People sometimes ask me how Pyston is going and what we’re currently working on. It’s a bit hard to answer, both because we haven’t had a release recently with some headline-worthy features, but also because a lot of the stuff we’re working on is individually pretty small. Sometimes I try to find some sort of way of expressing this, maybe saying something like “there are a lot of small optimizations that we have to include” or “there is a very long tail of compatibility work”. It never feels that satisfying, so I thought I’d just jot down some of the random things that I’ve done lately and hope that maybe it ends up being somewhat representative.
- Single-character string optimizations. I noticed that we were running the following code somewhat slowly:
query_string = url.split('?')[1]
It turned out that we actually did a pretty good job at most of this: we would get into url.split quickly, and we would take the result and find the 1th element in it quickly. It was just that our str.split method implementation was much slower than CPython’s. In particular, we were using a string function that was string.find(string), which even though was fast and had special-casing for small strings, was not as fast as the corresponding string.find(char) function. So we needed to add an optimization that if the string that we are splitting on is a single character, we call string.find(char). (CPython also has this optimization.)
- Tracing-jit aggressiveness backoff. This is probably the most along the lines of what I thought I’d be working on: some JIT level features dealing with some cool dynamic-language properties. Cool.
- Running code inside execs quickly. Well, I haven’t actually done this yet but I’m going to. Currently we bail on efficient handling of execs, since they have some special name-resolution rules [or rather they are vastly more likely to use those rules than normal Python code], so we restrict that code to the interpreter. I’m noticing that this is starting to effect us: collections.namedtuple creates your class by constructing a class definition string and exec’ing it. Even though the resulting code is small, every time we have to run through it we pay some extra cost via the not-as-fast interpreter.

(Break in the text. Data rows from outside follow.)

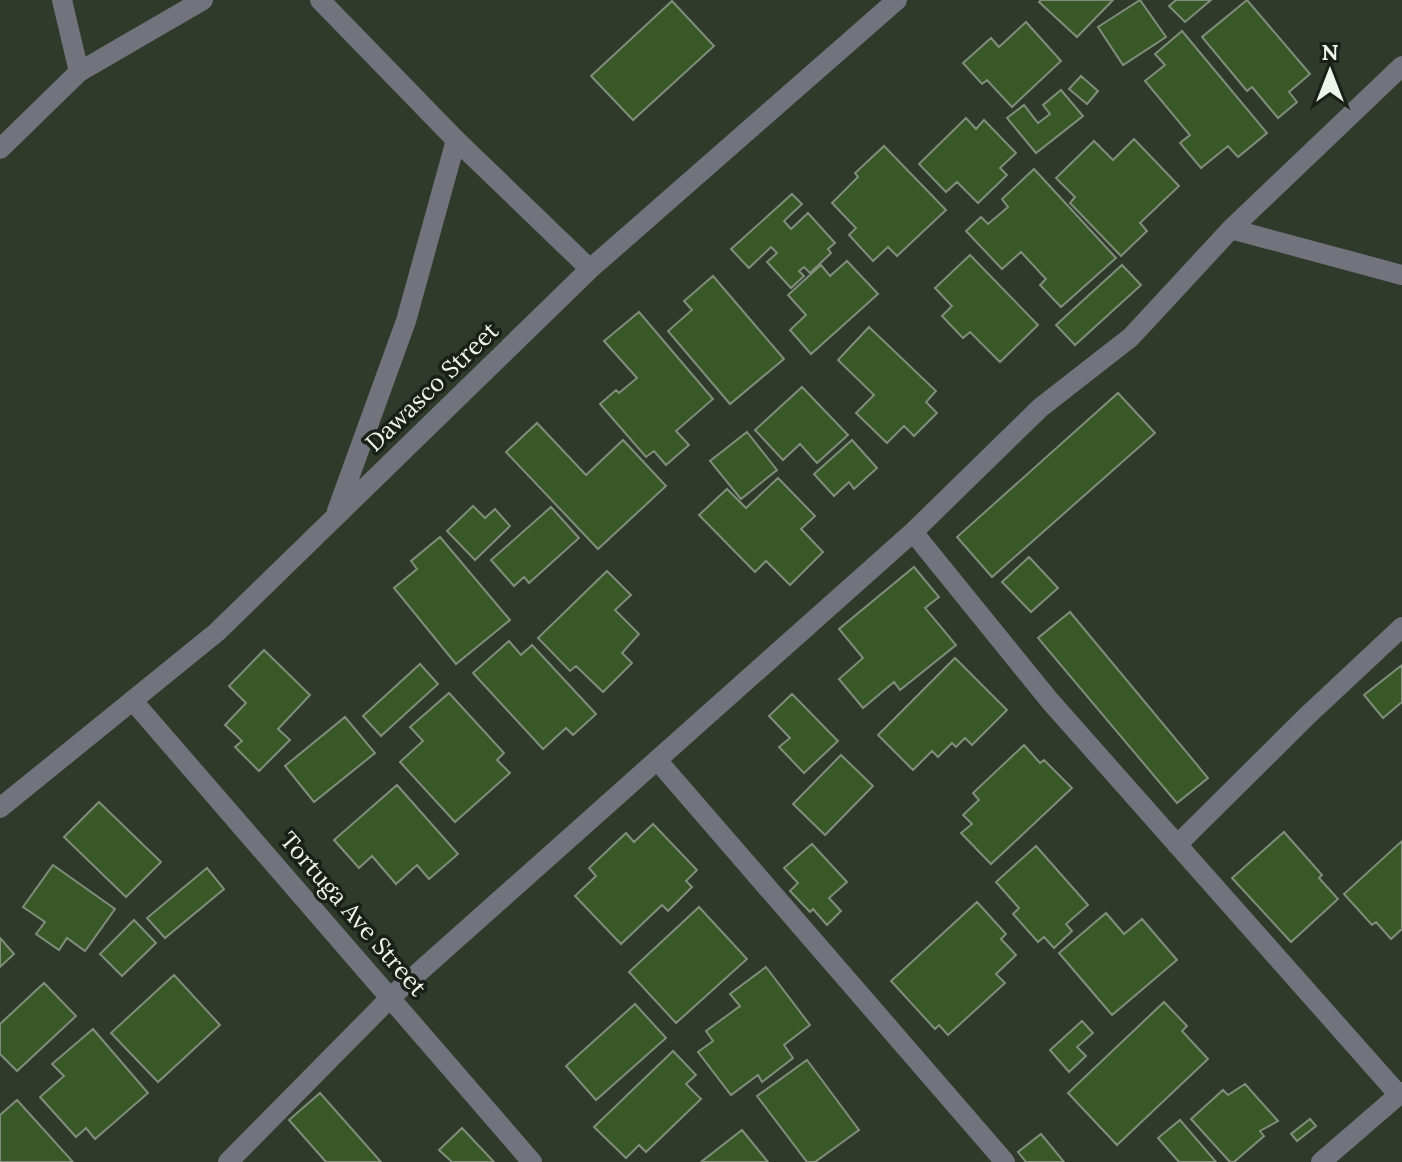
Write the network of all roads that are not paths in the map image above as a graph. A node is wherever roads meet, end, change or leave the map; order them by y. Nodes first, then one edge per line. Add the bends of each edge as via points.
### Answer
1 (62, 0) edge
2 (203, 0) edge
3 (320, 0) edge
4 (897, 0) edge
5 (1402, 66) edge
6 (79, 72) junction
7 (456, 140) junction
8 (0, 149) edge
9 (1231, 229) junction
10 (590, 269) junction
11 (1402, 275) edge
12 (334, 518) junction
13 (913, 532) junction
14 (1402, 627) edge
15 (133, 701) junction
16 (657, 760) junction
17 (0, 808) edge
18 (1177, 845) junction
19 (391, 997) junction
20 (1400, 1094) edge
21 (228, 1162) edge
22 (532, 1162) edge
23 (1005, 1162) edge
24 (1321, 1162) edge

1 - 6 street
2 - 6 street
3 - 7 street
4 - 10 street, Dawasco Street
5 - 9 street
6 - 8 street
7 - 10 street
7 - 12 street via 406,321
9 - 11 street
9 - 13 street via 1131,337 1040,408
10 - 12 street, Dawasco Street
12 - 15 street, Dawasco Street via 217,632
13 - 16 street
13 - 18 street via 1050,701
14 - 18 street
15 - 17 street, Dawasco Street
15 - 19 street, Tortuga Ave Street
16 - 19 street
16 - 23 street
18 - 20 street
19 - 21 street
19 - 22 street, Tortuga Ave Street
20 - 24 street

- Efficient unicode attribute lookup. I didn’t anticipate this at all, but there are definitely cases where it’s important for us to be able to handle unicode-based attribute lookups quickly, such as getattr(obj, u”foo”). People don’t often explicitly request unicode attribute names, but any code that does “from __future__ import unicode_literals” will get this behavior by default.
- Initializing sets in __new__ vs __init__. This is the kind of “long tail” compatibility issue I mentioned. You wouldn’t think that it would matter to the user whether the set did its initialization work in __new__ or __init__. Sure, there are ways that the user could tell if they really wanted to, but does “real code” doesn’t depend on it? Turns out the answer is yes, this causes errors in sqlalchemy. So I need to go back and make sure we do the initialization at the same time that CPython does, so that we can support sqlalchemy’s use of set-subclassing.
So anyway, that’s just some of the random stuff that I’ve been up to lately (or am about to do). There are definitely way more details to be worked out than I expected.